▶ **TASK INSTRUCTIONS**
Once you have read the listing, output it exactly and completely.

%%

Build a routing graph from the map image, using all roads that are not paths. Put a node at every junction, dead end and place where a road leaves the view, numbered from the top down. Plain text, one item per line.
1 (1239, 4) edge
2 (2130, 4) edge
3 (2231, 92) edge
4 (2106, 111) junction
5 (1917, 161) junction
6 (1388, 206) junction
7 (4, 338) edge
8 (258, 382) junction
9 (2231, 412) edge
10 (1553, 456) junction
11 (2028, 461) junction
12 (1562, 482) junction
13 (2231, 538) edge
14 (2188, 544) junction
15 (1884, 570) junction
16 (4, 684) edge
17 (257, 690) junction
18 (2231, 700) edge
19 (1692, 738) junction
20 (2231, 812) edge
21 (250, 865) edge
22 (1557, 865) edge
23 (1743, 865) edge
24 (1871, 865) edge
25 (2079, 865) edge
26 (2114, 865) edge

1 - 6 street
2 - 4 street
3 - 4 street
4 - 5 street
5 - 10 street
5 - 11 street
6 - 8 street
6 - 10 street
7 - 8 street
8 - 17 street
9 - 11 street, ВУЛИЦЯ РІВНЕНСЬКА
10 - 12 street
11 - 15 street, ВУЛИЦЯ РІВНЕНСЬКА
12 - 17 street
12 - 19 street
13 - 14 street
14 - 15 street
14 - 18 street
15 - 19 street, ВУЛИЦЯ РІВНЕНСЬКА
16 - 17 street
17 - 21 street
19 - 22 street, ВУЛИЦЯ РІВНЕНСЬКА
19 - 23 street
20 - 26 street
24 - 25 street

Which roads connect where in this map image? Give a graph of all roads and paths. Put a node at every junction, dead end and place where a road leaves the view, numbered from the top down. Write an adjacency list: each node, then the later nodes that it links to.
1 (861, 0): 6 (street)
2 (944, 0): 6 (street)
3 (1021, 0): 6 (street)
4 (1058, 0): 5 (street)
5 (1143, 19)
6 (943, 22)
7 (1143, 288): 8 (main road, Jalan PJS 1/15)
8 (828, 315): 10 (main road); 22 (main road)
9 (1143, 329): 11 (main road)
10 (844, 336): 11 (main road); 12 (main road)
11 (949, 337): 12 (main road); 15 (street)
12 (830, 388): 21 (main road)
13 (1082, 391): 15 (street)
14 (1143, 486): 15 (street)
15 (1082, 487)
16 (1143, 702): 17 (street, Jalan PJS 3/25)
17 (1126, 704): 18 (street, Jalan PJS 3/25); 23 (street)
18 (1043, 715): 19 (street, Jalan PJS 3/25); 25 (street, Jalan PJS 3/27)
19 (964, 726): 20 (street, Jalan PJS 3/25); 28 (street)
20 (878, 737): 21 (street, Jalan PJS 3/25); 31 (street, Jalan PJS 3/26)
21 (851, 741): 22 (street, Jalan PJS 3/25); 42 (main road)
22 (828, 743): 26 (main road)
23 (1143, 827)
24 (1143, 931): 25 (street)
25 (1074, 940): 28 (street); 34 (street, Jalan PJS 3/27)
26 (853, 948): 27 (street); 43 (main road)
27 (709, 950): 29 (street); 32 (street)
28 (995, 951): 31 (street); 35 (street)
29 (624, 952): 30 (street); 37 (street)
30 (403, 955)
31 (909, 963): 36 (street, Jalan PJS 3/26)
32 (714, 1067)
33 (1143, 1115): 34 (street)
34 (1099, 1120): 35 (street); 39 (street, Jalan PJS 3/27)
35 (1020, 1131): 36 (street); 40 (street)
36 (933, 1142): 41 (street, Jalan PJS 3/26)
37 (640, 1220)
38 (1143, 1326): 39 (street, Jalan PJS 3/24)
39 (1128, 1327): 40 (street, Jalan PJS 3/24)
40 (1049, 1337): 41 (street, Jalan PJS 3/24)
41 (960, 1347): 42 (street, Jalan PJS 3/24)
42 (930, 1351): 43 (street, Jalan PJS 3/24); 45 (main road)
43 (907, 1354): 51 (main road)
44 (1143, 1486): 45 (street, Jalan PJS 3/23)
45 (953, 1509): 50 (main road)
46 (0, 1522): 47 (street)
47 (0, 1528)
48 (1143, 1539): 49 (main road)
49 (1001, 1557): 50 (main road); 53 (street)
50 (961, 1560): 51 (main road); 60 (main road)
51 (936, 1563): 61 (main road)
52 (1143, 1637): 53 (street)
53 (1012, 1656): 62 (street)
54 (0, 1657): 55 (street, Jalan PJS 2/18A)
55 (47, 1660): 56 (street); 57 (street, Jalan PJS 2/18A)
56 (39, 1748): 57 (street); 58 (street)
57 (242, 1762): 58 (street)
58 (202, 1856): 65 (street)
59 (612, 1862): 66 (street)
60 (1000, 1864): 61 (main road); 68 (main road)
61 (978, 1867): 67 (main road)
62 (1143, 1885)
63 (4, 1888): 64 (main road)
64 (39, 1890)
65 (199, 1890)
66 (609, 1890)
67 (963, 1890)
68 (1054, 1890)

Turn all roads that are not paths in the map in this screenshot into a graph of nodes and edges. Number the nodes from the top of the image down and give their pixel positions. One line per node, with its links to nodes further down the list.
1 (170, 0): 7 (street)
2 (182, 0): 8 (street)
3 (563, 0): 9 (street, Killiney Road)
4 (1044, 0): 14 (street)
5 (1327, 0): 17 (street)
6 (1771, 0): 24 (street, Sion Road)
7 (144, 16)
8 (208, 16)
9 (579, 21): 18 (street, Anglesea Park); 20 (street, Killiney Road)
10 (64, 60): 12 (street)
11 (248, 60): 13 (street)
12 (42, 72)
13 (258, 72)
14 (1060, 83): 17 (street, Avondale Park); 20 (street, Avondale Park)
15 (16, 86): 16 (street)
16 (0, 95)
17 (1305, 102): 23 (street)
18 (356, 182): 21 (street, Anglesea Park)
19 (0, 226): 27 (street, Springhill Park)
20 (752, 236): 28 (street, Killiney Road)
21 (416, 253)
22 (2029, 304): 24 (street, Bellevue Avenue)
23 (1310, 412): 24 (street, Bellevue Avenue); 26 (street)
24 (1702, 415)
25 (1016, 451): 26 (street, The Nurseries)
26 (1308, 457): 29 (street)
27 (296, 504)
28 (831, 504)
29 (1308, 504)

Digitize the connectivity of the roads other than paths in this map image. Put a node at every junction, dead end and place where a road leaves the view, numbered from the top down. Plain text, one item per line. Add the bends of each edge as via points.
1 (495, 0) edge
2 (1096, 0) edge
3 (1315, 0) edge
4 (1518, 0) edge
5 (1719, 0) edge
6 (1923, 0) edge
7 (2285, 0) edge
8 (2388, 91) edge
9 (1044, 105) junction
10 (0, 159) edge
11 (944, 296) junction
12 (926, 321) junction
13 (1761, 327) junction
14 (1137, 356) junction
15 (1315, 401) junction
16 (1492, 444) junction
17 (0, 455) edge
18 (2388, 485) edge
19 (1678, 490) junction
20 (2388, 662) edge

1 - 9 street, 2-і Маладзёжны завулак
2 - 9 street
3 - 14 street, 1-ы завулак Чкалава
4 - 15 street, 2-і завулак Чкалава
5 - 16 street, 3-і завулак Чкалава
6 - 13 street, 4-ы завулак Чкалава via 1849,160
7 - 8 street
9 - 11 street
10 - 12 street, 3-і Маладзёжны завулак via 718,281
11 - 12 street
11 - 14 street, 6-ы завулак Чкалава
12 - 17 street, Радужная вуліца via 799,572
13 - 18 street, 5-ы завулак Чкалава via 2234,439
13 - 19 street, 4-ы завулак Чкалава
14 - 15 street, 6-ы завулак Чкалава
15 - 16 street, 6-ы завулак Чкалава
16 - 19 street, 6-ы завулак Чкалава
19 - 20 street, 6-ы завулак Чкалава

%%

▶ **EXERCISE OUTPUT**
Build a routing graph from the map image, using all roads that are not paths. Put a node at every junction, dead end and place where a road leaves the view, numbered from the top down. Plain text, one item per line.
1 (1239, 4) edge
2 (2130, 4) edge
3 (2231, 92) edge
4 (2106, 111) junction
5 (1917, 161) junction
6 (1388, 206) junction
7 (4, 338) edge
8 (258, 382) junction
9 (2231, 412) edge
10 (1553, 456) junction
11 (2028, 461) junction
12 (1562, 482) junction
13 (2231, 538) edge
14 (2188, 544) junction
15 (1884, 570) junction
16 (4, 684) edge
17 (257, 690) junction
18 (2231, 700) edge
19 (1692, 738) junction
20 (2231, 812) edge
21 (250, 865) edge
22 (1557, 865) edge
23 (1743, 865) edge
24 (1871, 865) edge
25 (2079, 865) edge
26 (2114, 865) edge

1 - 6 street
2 - 4 street
3 - 4 street
4 - 5 street
5 - 10 street
5 - 11 street
6 - 8 street
6 - 10 street
7 - 8 street
8 - 17 street
9 - 11 street, ВУЛИЦЯ РІВНЕНСЬКА
10 - 12 street
11 - 15 street, ВУЛИЦЯ РІВНЕНСЬКА
12 - 17 street
12 - 19 street
13 - 14 street
14 - 15 street
14 - 18 street
15 - 19 street, ВУЛИЦЯ РІВНЕНСЬКА
16 - 17 street
17 - 21 street
19 - 22 street, ВУЛИЦЯ РІВНЕНСЬКА
19 - 23 street
20 - 26 street
24 - 25 street

Which roads connect where in this map image? Give a graph of all roads and paths. Put a node at every junction, dead end and place where a road leaves the view, numbered from the top down. Write an adjacency list: each node, then the later nodes that it links to.
1 (861, 0): 6 (street)
2 (944, 0): 6 (street)
3 (1021, 0): 6 (street)
4 (1058, 0): 5 (street)
5 (1143, 19)
6 (943, 22)
7 (1143, 288): 8 (main road, Jalan PJS 1/15)
8 (828, 315): 10 (main road); 22 (main road)
9 (1143, 329): 11 (main road)
10 (844, 336): 11 (main road); 12 (main road)
11 (949, 337): 12 (main road); 15 (street)
12 (830, 388): 21 (main road)
13 (1082, 391): 15 (street)
14 (1143, 486): 15 (street)
15 (1082, 487)
16 (1143, 702): 17 (street, Jalan PJS 3/25)
17 (1126, 704): 18 (street, Jalan PJS 3/25); 23 (street)
18 (1043, 715): 19 (street, Jalan PJS 3/25); 25 (street, Jalan PJS 3/27)
19 (964, 726): 20 (street, Jalan PJS 3/25); 28 (street)
20 (878, 737): 21 (street, Jalan PJS 3/25); 31 (street, Jalan PJS 3/26)
21 (851, 741): 22 (street, Jalan PJS 3/25); 42 (main road)
22 (828, 743): 26 (main road)
23 (1143, 827)
24 (1143, 931): 25 (street)
25 (1074, 940): 28 (street); 34 (street, Jalan PJS 3/27)
26 (853, 948): 27 (street); 43 (main road)
27 (709, 950): 29 (street); 32 (street)
28 (995, 951): 31 (street); 35 (street)
29 (624, 952): 30 (street); 37 (street)
30 (403, 955)
31 (909, 963): 36 (street, Jalan PJS 3/26)
32 (714, 1067)
33 (1143, 1115): 34 (street)
34 (1099, 1120): 35 (street); 39 (street, Jalan PJS 3/27)
35 (1020, 1131): 36 (street); 40 (street)
36 (933, 1142): 41 (street, Jalan PJS 3/26)
37 (640, 1220)
38 (1143, 1326): 39 (street, Jalan PJS 3/24)
39 (1128, 1327): 40 (street, Jalan PJS 3/24)
40 (1049, 1337): 41 (street, Jalan PJS 3/24)
41 (960, 1347): 42 (street, Jalan PJS 3/24)
42 (930, 1351): 43 (street, Jalan PJS 3/24); 45 (main road)
43 (907, 1354): 51 (main road)
44 (1143, 1486): 45 (street, Jalan PJS 3/23)
45 (953, 1509): 50 (main road)
46 (0, 1522): 47 (street)
47 (0, 1528)
48 (1143, 1539): 49 (main road)
49 (1001, 1557): 50 (main road); 53 (street)
50 (961, 1560): 51 (main road); 60 (main road)
51 (936, 1563): 61 (main road)
52 (1143, 1637): 53 (street)
53 (1012, 1656): 62 (street)
54 (0, 1657): 55 (street, Jalan PJS 2/18A)
55 (47, 1660): 56 (street); 57 (street, Jalan PJS 2/18A)
56 (39, 1748): 57 (street); 58 (street)
57 (242, 1762): 58 (street)
58 (202, 1856): 65 (street)
59 (612, 1862): 66 (street)
60 (1000, 1864): 61 (main road); 68 (main road)
61 (978, 1867): 67 (main road)
62 (1143, 1885)
63 (4, 1888): 64 (main road)
64 (39, 1890)
65 (199, 1890)
66 (609, 1890)
67 (963, 1890)
68 (1054, 1890)

Turn all roads that are not paths in the map in this screenshot into a graph of nodes and edges. Number the nodes from the top of the image down and give their pixel positions. One line per node, with its links to nodes further down the list.
1 (170, 0): 7 (street)
2 (182, 0): 8 (street)
3 (563, 0): 9 (street, Killiney Road)
4 (1044, 0): 14 (street)
5 (1327, 0): 17 (street)
6 (1771, 0): 24 (street, Sion Road)
7 (144, 16)
8 (208, 16)
9 (579, 21): 18 (street, Anglesea Park); 20 (street, Killiney Road)
10 (64, 60): 12 (street)
11 (248, 60): 13 (street)
12 (42, 72)
13 (258, 72)
14 (1060, 83): 17 (street, Avondale Park); 20 (street, Avondale Park)
15 (16, 86): 16 (street)
16 (0, 95)
17 (1305, 102): 23 (street)
18 (356, 182): 21 (street, Anglesea Park)
19 (0, 226): 27 (street, Springhill Park)
20 (752, 236): 28 (street, Killiney Road)
21 (416, 253)
22 (2029, 304): 24 (street, Bellevue Avenue)
23 (1310, 412): 24 (street, Bellevue Avenue); 26 (street)
24 (1702, 415)
25 (1016, 451): 26 (street, The Nurseries)
26 (1308, 457): 29 (street)
27 (296, 504)
28 (831, 504)
29 (1308, 504)

Digitize the connectivity of the roads other than paths in this map image. Put a node at every junction, dead end and place where a road leaves the view, numbered from the top down. Plain text, one item per line. Add the bends of each edge as via points.
1 (495, 0) edge
2 (1096, 0) edge
3 (1315, 0) edge
4 (1518, 0) edge
5 (1719, 0) edge
6 (1923, 0) edge
7 (2285, 0) edge
8 (2388, 91) edge
9 (1044, 105) junction
10 (0, 159) edge
11 (944, 296) junction
12 (926, 321) junction
13 (1761, 327) junction
14 (1137, 356) junction
15 (1315, 401) junction
16 (1492, 444) junction
17 (0, 455) edge
18 (2388, 485) edge
19 (1678, 490) junction
20 (2388, 662) edge

1 - 9 street, 2-і Маладзёжны завулак
2 - 9 street
3 - 14 street, 1-ы завулак Чкалава
4 - 15 street, 2-і завулак Чкалава
5 - 16 street, 3-і завулак Чкалава
6 - 13 street, 4-ы завулак Чкалава via 1849,160
7 - 8 street
9 - 11 street
10 - 12 street, 3-і Маладзёжны завулак via 718,281
11 - 12 street
11 - 14 street, 6-ы завулак Чкалава
12 - 17 street, Радужная вуліца via 799,572
13 - 18 street, 5-ы завулак Чкалава via 2234,439
13 - 19 street, 4-ы завулак Чкалава
14 - 15 street, 6-ы завулак Чкалава
15 - 16 street, 6-ы завулак Чкалава
16 - 19 street, 6-ы завулак Чкалава
19 - 20 street, 6-ы завулак Чкалава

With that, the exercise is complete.